Write the data out verbatim.

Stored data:
--------------------------------

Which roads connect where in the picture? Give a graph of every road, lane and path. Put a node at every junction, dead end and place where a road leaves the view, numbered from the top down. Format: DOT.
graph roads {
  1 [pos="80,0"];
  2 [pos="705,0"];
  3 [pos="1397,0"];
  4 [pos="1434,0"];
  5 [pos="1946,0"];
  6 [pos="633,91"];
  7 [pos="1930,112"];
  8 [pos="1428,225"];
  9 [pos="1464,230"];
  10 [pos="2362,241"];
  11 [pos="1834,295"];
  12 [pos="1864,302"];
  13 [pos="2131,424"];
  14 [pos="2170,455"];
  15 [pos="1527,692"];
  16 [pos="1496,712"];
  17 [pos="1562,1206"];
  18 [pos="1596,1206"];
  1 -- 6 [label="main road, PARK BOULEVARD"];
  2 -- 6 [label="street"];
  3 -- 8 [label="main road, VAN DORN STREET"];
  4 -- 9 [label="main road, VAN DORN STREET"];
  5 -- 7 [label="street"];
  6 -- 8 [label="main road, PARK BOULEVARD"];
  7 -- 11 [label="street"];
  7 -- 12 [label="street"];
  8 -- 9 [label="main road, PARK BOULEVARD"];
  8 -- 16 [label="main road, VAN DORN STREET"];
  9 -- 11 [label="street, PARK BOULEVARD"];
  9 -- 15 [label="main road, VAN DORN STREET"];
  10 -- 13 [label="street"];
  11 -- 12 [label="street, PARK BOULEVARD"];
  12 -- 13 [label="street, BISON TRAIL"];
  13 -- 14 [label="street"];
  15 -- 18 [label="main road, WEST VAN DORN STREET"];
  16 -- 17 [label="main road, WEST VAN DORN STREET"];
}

--------------------------------

- Result for this exercise -
Which roads connect where in the picture? Give a graph of every road, lane and path. Put a node at every junction, dead end and place where a road leaves the view, numbered from the top down. Format: DOT.
graph roads {
  1 [pos="80,0"];
  2 [pos="705,0"];
  3 [pos="1397,0"];
  4 [pos="1434,0"];
  5 [pos="1946,0"];
  6 [pos="633,91"];
  7 [pos="1930,112"];
  8 [pos="1428,225"];
  9 [pos="1464,230"];
  10 [pos="2362,241"];
  11 [pos="1834,295"];
  12 [pos="1864,302"];
  13 [pos="2131,424"];
  14 [pos="2170,455"];
  15 [pos="1527,692"];
  16 [pos="1496,712"];
  17 [pos="1562,1206"];
  18 [pos="1596,1206"];
  1 -- 6 [label="main road, PARK BOULEVARD"];
  2 -- 6 [label="street"];
  3 -- 8 [label="main road, VAN DORN STREET"];
  4 -- 9 [label="main road, VAN DORN STREET"];
  5 -- 7 [label="street"];
  6 -- 8 [label="main road, PARK BOULEVARD"];
  7 -- 11 [label="street"];
  7 -- 12 [label="street"];
  8 -- 9 [label="main road, PARK BOULEVARD"];
  8 -- 16 [label="main road, VAN DORN STREET"];
  9 -- 11 [label="street, PARK BOULEVARD"];
  9 -- 15 [label="main road, VAN DORN STREET"];
  10 -- 13 [label="street"];
  11 -- 12 [label="street, PARK BOULEVARD"];
  12 -- 13 [label="street, BISON TRAIL"];
  13 -- 14 [label="street"];
  15 -- 18 [label="main road, WEST VAN DORN STREET"];
  16 -- 17 [label="main road, WEST VAN DORN STREET"];
}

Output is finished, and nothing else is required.